• What this task involves: Which of the lines below include "Rosa"? Each one should be copied out.

-- Data records follows --

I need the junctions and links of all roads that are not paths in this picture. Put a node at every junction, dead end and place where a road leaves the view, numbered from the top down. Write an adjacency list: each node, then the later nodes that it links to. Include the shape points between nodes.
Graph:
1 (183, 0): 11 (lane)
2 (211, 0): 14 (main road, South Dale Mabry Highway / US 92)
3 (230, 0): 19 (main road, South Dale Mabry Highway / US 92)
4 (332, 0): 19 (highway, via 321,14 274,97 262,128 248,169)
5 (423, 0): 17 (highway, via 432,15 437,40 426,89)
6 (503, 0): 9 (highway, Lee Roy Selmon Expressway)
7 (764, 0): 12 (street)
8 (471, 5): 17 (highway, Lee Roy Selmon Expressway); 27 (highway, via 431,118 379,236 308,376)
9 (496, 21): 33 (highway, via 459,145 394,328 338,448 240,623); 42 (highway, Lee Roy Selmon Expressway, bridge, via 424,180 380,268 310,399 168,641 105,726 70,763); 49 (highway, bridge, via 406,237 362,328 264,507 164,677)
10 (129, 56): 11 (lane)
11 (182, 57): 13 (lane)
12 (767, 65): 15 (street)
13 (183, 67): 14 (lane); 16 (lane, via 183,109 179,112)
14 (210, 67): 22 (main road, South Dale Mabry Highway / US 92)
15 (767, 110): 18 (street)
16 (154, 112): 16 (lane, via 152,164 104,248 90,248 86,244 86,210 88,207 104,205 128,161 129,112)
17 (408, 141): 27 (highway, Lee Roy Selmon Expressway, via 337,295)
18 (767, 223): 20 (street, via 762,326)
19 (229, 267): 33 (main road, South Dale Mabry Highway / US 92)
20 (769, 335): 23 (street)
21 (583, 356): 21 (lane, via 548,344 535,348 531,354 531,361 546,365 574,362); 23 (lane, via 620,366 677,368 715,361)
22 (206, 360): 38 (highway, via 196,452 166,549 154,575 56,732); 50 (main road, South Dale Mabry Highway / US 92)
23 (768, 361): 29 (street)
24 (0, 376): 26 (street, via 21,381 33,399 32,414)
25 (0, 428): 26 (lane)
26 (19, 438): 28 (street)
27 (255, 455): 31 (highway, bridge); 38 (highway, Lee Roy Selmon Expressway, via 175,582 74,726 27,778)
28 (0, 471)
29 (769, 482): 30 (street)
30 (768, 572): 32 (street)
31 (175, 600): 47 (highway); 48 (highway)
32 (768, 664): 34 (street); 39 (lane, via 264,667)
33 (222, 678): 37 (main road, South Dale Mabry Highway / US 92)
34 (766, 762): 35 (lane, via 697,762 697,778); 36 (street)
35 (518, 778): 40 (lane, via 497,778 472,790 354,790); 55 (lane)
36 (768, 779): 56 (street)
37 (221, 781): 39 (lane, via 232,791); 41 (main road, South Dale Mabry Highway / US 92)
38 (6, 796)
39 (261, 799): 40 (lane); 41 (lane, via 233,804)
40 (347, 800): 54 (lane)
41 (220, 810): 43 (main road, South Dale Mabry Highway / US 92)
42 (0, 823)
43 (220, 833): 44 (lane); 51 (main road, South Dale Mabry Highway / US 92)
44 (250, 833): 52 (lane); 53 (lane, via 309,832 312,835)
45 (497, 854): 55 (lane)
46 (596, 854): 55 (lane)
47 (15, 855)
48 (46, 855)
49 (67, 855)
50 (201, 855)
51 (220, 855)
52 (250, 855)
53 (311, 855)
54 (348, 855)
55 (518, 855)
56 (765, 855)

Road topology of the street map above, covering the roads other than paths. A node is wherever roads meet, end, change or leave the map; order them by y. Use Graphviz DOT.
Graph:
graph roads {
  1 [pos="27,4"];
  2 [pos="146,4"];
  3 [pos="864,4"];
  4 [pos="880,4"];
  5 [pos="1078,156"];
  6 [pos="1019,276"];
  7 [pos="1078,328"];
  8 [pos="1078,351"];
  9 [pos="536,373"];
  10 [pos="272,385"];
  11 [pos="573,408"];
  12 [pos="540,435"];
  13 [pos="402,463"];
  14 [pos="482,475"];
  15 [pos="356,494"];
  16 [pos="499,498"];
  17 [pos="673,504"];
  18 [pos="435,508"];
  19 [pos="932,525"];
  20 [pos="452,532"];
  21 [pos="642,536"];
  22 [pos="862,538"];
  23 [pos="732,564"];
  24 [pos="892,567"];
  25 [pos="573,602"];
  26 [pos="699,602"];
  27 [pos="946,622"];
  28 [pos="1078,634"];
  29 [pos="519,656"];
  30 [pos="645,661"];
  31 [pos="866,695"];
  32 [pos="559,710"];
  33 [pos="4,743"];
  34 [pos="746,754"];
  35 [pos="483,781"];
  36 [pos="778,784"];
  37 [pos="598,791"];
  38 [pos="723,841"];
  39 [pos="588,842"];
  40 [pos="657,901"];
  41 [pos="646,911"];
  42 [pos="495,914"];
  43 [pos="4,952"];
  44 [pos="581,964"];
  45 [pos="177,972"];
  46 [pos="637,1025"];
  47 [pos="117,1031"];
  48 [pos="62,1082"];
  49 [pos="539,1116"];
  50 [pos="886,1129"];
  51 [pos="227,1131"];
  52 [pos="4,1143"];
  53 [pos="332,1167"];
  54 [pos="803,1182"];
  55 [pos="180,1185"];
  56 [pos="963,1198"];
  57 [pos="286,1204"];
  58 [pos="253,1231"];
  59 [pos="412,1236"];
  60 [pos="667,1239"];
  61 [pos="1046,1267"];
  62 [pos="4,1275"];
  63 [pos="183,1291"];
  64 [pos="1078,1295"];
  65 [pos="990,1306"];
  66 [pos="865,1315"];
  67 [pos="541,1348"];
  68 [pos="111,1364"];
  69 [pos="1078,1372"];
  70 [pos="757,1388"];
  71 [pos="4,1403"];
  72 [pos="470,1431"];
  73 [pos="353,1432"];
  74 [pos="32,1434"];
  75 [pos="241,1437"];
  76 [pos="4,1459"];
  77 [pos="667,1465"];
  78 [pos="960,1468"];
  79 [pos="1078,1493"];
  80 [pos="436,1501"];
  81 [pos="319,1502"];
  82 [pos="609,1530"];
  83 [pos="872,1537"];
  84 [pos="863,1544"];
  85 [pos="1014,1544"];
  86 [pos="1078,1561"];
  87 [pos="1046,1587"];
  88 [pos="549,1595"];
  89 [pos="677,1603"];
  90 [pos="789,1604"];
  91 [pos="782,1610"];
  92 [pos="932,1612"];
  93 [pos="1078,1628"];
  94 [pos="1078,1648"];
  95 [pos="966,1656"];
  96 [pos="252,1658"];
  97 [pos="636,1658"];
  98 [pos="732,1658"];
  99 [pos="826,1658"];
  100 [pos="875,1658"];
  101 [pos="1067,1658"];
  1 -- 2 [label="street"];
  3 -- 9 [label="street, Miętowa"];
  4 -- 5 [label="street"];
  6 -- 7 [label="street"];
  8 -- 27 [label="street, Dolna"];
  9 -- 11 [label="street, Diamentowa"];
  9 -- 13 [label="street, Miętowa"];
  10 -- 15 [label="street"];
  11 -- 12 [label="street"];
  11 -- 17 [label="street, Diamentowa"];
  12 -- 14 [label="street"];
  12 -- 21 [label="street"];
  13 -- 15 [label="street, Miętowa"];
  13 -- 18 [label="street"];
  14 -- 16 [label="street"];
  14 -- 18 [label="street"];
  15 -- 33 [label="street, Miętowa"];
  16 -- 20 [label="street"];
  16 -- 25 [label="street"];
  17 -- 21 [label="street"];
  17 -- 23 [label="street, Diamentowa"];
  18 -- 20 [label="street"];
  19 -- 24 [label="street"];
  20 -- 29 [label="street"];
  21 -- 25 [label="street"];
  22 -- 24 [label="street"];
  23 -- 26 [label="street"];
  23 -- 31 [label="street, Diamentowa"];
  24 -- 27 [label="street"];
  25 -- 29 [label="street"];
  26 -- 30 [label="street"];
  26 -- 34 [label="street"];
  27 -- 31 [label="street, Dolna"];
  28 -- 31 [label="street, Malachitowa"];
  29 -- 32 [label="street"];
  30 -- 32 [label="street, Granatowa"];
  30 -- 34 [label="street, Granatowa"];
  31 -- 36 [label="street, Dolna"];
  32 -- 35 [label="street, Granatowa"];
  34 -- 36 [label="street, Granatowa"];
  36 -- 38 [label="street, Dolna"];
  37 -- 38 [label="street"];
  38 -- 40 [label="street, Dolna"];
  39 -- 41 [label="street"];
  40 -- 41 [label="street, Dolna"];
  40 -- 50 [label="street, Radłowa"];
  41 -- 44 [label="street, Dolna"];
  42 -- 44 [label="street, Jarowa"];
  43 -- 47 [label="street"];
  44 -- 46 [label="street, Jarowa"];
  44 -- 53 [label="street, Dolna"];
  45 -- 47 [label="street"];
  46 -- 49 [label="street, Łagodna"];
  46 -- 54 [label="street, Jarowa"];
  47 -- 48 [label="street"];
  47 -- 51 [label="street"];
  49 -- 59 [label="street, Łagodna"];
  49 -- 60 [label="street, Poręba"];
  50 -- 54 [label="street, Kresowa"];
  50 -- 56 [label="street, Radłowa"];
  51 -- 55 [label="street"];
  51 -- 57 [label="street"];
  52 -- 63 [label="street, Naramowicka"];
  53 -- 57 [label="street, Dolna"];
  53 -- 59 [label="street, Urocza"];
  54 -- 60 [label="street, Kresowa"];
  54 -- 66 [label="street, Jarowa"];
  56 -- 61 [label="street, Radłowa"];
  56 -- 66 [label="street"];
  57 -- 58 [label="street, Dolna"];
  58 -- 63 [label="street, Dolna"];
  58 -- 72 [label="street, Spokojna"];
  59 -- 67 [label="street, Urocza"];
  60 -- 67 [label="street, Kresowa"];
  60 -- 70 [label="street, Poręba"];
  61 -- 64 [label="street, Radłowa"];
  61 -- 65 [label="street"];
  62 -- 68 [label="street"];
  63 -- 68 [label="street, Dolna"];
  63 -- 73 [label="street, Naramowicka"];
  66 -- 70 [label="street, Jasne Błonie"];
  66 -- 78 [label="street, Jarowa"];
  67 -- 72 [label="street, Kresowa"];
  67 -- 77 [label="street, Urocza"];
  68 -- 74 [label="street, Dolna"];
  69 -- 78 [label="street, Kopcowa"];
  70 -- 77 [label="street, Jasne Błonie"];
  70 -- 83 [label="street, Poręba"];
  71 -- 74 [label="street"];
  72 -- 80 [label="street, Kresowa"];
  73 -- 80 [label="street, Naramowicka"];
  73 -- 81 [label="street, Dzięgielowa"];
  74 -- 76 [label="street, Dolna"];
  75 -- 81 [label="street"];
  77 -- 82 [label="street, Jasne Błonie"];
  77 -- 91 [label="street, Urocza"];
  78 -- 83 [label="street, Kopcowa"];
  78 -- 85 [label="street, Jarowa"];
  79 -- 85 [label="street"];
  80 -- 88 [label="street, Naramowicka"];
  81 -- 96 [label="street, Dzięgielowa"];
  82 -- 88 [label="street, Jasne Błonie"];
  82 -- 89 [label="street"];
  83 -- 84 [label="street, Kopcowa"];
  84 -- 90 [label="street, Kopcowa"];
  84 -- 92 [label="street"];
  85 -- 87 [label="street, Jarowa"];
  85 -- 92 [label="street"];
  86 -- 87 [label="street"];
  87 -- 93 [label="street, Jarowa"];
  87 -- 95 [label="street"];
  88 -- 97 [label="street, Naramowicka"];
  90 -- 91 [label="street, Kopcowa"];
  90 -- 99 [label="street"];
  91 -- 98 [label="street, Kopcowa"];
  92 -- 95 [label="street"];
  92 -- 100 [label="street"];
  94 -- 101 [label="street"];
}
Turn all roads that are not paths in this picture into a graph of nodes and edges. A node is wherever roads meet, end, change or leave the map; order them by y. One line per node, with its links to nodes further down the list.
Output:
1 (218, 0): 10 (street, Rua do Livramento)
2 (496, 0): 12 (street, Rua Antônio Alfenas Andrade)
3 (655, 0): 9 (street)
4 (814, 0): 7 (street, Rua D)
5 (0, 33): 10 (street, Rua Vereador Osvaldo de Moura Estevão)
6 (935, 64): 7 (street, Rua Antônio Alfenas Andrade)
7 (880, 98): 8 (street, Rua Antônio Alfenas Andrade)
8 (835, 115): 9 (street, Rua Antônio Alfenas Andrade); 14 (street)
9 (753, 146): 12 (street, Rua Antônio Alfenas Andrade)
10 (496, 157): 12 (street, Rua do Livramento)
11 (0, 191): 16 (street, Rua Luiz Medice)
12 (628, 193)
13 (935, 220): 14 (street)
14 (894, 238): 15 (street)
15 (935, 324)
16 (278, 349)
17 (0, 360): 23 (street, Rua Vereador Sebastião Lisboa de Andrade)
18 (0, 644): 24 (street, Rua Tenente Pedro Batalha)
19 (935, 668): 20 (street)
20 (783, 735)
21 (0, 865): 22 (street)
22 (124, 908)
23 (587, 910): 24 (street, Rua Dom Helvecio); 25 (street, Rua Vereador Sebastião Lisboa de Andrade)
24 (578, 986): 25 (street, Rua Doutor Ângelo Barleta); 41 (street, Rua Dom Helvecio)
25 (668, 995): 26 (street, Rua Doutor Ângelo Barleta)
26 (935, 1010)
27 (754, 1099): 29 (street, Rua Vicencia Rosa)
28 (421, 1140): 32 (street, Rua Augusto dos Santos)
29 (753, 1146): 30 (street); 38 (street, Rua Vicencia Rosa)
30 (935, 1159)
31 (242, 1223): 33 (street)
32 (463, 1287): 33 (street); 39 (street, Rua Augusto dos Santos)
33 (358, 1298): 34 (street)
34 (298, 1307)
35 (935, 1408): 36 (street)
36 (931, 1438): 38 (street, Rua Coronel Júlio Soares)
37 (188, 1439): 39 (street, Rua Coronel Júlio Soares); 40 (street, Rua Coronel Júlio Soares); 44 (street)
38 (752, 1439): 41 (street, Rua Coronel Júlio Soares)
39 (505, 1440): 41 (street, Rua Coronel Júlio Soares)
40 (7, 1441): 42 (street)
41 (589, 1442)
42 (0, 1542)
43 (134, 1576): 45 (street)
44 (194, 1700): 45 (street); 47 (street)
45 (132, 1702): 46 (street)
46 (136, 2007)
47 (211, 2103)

-- Data records concluded --

• Your solution:
27 (754, 1099): 29 (street, Rua Vicencia Rosa)
29 (753, 1146): 30 (street); 38 (street, Rua Vicencia Rosa)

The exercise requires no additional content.